Collected data
——————
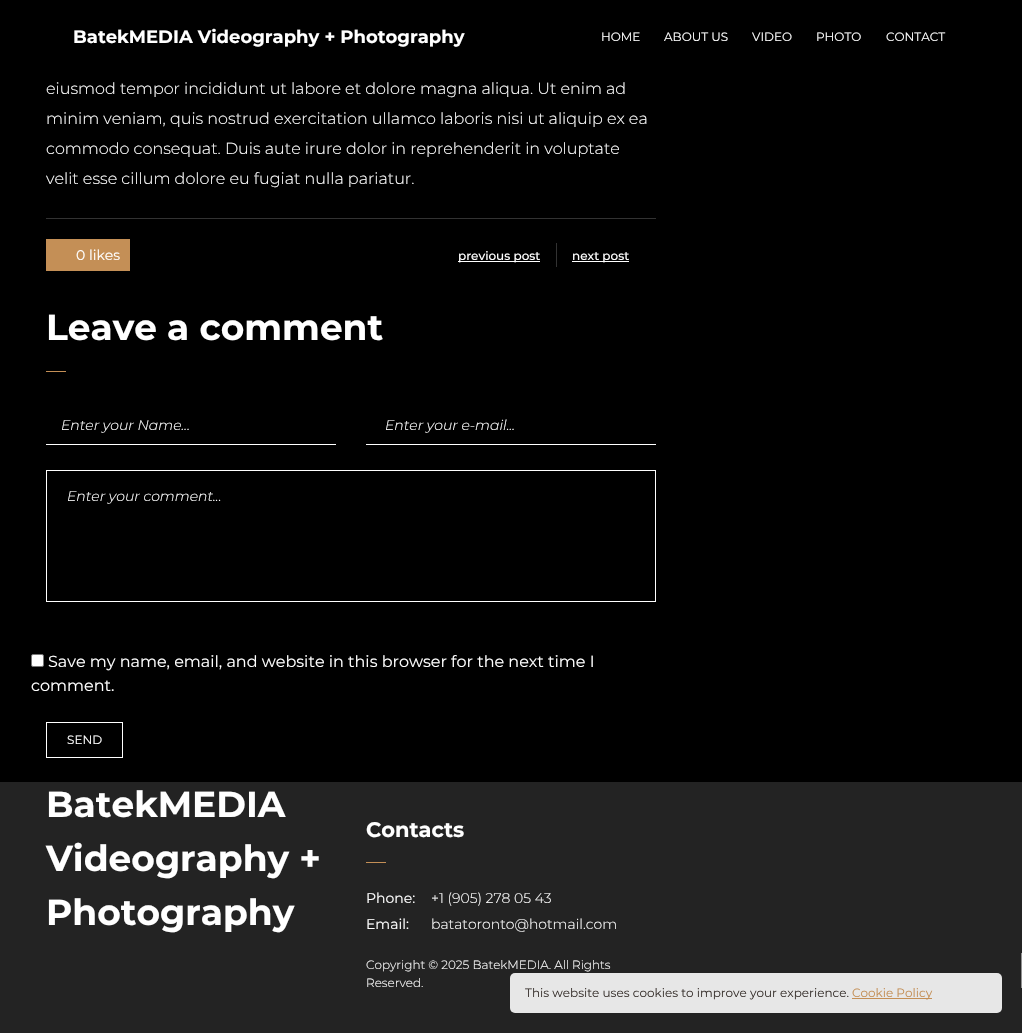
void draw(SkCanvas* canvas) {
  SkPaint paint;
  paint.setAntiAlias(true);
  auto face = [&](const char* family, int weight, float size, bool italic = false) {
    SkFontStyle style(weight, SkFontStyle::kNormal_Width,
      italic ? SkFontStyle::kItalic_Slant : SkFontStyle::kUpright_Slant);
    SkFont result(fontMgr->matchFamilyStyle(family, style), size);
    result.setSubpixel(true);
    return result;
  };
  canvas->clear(0xff000000);
  {
    const struct { float x, y, w, h; SkColor color; } items[] = {
      {46, 218, 610, 1, 0xff323232},
      {46, 239, 84, 32, 0xffc48f56},
      {458, 261, 82, 1, 0xffffffff},
      {556, 243, 1, 24, 0xff323232},
      {572, 261, 57, 1, 0xffffffff},
      {46, 371, 20, 1, 0xffc48f56},
      {46, 444, 290, 1, 0xffffffff},
      {366, 444, 290, 1, 0xffffffff},
    };
    for (auto [x, y, w, h, color] : items) {
      paint.setColor(color);
      canvas->drawRect(SkRect::MakeXYWH(x, y, w, h), paint);
    }
  }
  paint.setStroke(true);
  paint.setStrokeWidth(1);
  canvas->drawRect(SkRect::MakeXYWH(46.5f, 470.5f, 609, 131), paint);
  paint.setStroke(false);
  canvas->drawRoundRect(SkRect::MakeXYWH(31.5f, 654.5f, 12, 12), 1.5f, 1.5f, paint);
  paint.setStroke(true);
  paint.setColor(0xff767676);
  canvas->drawRoundRect(SkRect::MakeXYWH(31.5f, 654.5f, 12, 12), 1.5f, 1.5f, paint);
  paint.setColor(0xffffffff);
  canvas->drawRect(SkRect::MakeXYWH(46.5f, 722.5f, 76, 35), paint);
  paint.setStroke(false);
  paint.setColor(0xff232323);
  canvas->drawRect(SkRect::MakeXYWH(0, 782, 1022, 251), paint);
  paint.setColor(0xffc48f56);
  canvas->drawRect(SkRect::MakeXYWH(366, 862, 20, 1), paint);
  paint.setStroke(true);
  paint.setColor(0xff919191);
  canvas->drawRect(SkRect::MakeXYWH(1021.5f, 953.5f, 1, 34), paint);
  paint.setStroke(false);
  paint.setColor(0xffe7e7e7);
  canvas->drawRoundRect(SkRect::MakeXYWH(510, 973, 492, 40), 5, 5, paint);
  paint.setColor(0xffc48f56);
  canvas->drawRect(SkRect::MakeXYWH(852, 998, 80, 1), paint);
  auto f0 = face("Montserrat", 700, 18);
  paint.setColor(0xffffffff);
  canvas->drawString("BatekMEDIA Videography + Photography", 73, 43, f0, paint);
  auto f1 = face("Montserrat", 400, 12);
  {
    const struct { const char* s; float x, y; } items[] = {
      {"HOME", 601, 41},
      {"ABOUT US", 664, 41},
      {"VIDEO", 752, 41},
      {"PHOTO", 816, 41},
      {"CONTACT", 886, 41},
    };
    for (auto [s, x, y] : items) {
      canvas->drawString(s, x, y, f1, paint);
    }
  }
  auto f2 = face("Montserrat", 300, 16);
  {
    const struct { const char* s; float x, y; } items[] = {
      {"eiusmod tempor incididunt ut labore et dolore magna aliqua. Ut enim ad", 46, 94},
      {"minim veniam, quis nostrud exercitation ullamco laboris nisi ut aliquip ex ea", 46, 124},
      {"commodo consequat. Duis aute irure dolor in reprehenderit in voluptate", 46, 154},
      {"velit esse cillum dolore eu fugiat nulla pariatur.", 46, 184},
    };
    for (auto [s, x, y] : items) {
      canvas->drawString(s, x, y, f2, paint);
    }
  }
  auto f3 = face("Montserrat", 400, 14);
  canvas->drawString("0 likes", 76, 260, f3, paint);
  auto f4 = face("Montserrat", 500, 12);
  canvas->drawString("previous post", 458, 260, f4, paint);
  canvas->drawString("next post", 572, 260, f4, paint);
  auto f5 = face("Montserrat", 700, 36);
  canvas->drawString("Leave a comment", 46, 340, f5, paint);
  auto f6 = face("Montserrat", 300, 14, true);
  {
    const struct { const char* s; float x, y; } items[] = {
      {"Enter your Name...", 61, 430},
      {"Enter your e-mail...", 385, 430},
      {"Enter your comment...", 67, 501},
    };
    for (auto [s, x, y] : items) {
      canvas->drawString(s, x, y, f6, paint);
    }
  }
  auto f7 = face("Montserrat", 400, 16);
  canvas->drawString("Save my name, email, and website in this browser for the next time I", 48, 667, f7, paint);
  canvas->drawString("comment.", 31, 691, f7, paint);
  canvas->drawString("SEND", 67, 744, f1, paint);
  {
    const struct { const char* s; float x, y; } items[] = {
      {"BatekMEDIA", 46, 817},
      {"Videography +", 46, 871},
      {"Photography", 46, 925},
    };
    for (auto [s, x, y] : items) {
      canvas->drawString(s, x, y, f5, paint);
    }
  }
  auto f8 = face("Montserrat", 700, 21);
  canvas->drawString("Contacts", 366, 837, f8, paint);
  canvas->drawString("Phone:", 366, 903, f3, paint);
  auto f9 = face("Montserrat", 300, 14);
  canvas->drawString("+1 (905) 278 05 43", 431, 903, f9, paint);
  canvas->drawString("Email:", 366, 929, f3, paint);
  canvas->drawString("batatoronto@hotmail.com", 431, 929, f9, paint);
  auto f10 = face("Montserrat", 300, 12);
  canvas->drawString("Copyright © 2025 BatekMEDIA. All Rights", 366, 969, f10, paint);
  canvas->drawString("Reserved.", 366, 987, f10, paint);
  paint.setColor(0xff3c3531);
  canvas->drawString("This website uses cookies to improve your experience.", 525, 997, f1, paint);
  paint.setColor(0xffc48f56);
  canvas->drawString("Cookie Policy", 852, 997, f1, paint);
}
——————
- _WORK REQUIRED_: With "weight" as the search string, filter the records and return each line that has it.

- _TASK SOLUTION_:
  auto face = [&](const char* family, int weight, float size, bool italic = false) {
    SkFontStyle style(weight, SkFontStyle::kNormal_Width,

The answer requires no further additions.